During an expletive-laden rant at the Cannes film festival where the director is promoting his latest movie, Spike Lee lied about President Trump not denouncing racists in Charlottesville.
Addressing the riot in Charlottesville last August, where white supremacists and the left-wing domestic terrorist group Antifa clashed, Lee, using the word “motherfucker in place of Trump’s name, told the following lie to a crowd of “journalists” and fans who ate it up: “The motherfucker did not denounce the motherfucking Klan, the alt-right, and those Nazi motherfuckers.”
The video bleeps out the language but still might not be safe to listen to in mixed company.
Here is the truth of what Trump said on the night of the riot: [emphasis added]
We’re closely following the terrible events unfolding in Charlottesville, Virginia. We condemn in the strongest possible terms this egregious display of hatred, bigotry and violence on many sides, on many sides. It’s been going on for a long time in our country. Not Donald Trump, not Barack Obama, this has been going on for a long, long time. It has no place in America. What is vital now is a swift restoration of law and order and the protection of innocent lives. No citizen should ever fear for their safety and security in our society. And no child should ever be afraid to go outside and play or be with their parents and have a good time.
Here are the exact words the president used two days later in an August 14 statement:
I just met with FBI Director Christopher Wray and Attorney General Jeff Sessions. The Department of Justice has opened a civil rights investigation into the deadly car attack that killed one innocent American and wounded 20 others. To anyone who acted criminally in this weekend’s racist violence, you will be held fully accountable. Justice will be delivered.
As I said on Saturday, we condemn in the strongest possible terms this egregious display of hatred, bigotry, and violence. It has no place in America.
And as I have said many times before: No matter the color of our skin, we all live under the same laws, we all salute the same great flag, and we are all made by the same almighty God. We must love each other, show affection for each other, and unite together in condemnation of hatred, bigotry, and violence. We must rediscover the bonds of love and loyalty that bring us together as Americans.
Racism is evil. And those who cause violence in its name are criminals and thugs, including the KKK, neo-Nazis, white supremacists, and other hate groups that are repugnant to everything we hold dear as Americans.
Here is what Trump said on August 15:
As I said on remember this, Saturday, we condemn in the strongest possible terms this egregious display of hatred, bigotry and violence. It has no place in America.
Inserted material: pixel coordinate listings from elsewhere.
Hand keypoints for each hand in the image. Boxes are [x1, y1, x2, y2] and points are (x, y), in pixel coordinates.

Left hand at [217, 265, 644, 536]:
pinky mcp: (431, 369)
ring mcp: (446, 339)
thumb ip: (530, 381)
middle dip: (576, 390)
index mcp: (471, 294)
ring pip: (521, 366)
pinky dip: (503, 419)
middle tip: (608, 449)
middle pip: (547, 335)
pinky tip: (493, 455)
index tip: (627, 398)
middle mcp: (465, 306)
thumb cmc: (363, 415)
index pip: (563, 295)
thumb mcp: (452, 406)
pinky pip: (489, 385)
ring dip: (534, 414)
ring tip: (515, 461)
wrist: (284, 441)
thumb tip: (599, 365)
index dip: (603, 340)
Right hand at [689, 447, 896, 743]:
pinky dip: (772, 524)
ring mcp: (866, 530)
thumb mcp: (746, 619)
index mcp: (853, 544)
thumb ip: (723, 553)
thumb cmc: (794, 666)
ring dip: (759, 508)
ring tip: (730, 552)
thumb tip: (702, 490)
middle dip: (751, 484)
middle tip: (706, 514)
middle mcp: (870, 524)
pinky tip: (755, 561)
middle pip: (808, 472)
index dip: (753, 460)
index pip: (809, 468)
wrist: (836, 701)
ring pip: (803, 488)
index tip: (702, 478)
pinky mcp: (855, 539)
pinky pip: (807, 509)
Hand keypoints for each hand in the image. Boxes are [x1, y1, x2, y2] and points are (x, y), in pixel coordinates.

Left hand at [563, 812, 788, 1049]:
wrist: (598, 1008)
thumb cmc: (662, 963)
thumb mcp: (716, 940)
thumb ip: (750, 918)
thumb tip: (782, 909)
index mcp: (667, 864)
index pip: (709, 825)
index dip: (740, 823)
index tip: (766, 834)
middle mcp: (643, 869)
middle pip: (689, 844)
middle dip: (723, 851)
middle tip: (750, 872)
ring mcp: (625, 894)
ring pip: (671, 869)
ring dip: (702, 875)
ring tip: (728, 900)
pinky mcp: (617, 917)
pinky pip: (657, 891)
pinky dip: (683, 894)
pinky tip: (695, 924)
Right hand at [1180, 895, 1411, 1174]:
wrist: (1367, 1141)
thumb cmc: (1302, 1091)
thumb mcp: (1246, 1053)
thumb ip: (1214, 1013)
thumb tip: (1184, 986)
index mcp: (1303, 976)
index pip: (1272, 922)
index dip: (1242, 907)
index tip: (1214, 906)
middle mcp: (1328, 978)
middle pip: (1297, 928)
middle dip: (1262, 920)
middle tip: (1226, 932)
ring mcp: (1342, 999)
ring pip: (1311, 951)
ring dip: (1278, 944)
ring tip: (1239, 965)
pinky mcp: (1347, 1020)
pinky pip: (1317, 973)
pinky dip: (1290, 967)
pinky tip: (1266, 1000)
Speaking of the white supremacist who has been charged with plowing his car into the crowd and killing a young woman, Trump said:
I think the driver of the car is a disgrace to himself, his family and this country. And that is – you can call it terrorism, you can call it murder. You can call it whatever you want. I would just call it as the fastest one to come up with a good verdict. That’s what I’d call it. And there is a question. Is it murder? Is it terrorism? Then you get into legal semantics. The driver of the car is a murderer, and what he did was a horrible, horrible, inexcusable thing.
I’ve condemned neo-Nazis. I’ve condemned many different groups, but not all of those people were neo-Nazis, believe me.
Trump also pointed out, correctly, that not everyone who got caught up in the riot were white supremacists or members of the left-wing terrorist group Antifa. While the media has used this to twist Trump’s words, the New York Times interviewed people who are not racists and chose to attend the rally to oppose the removal of Robert E. Lee’s statue.
The bottom line, though, is that when he says Trump did not condemn the racists in Charlottesville, Spike Lee is lying. The record not only shows that Trump did, in fact, condemn the Klan and the racists, but did so repeatedly.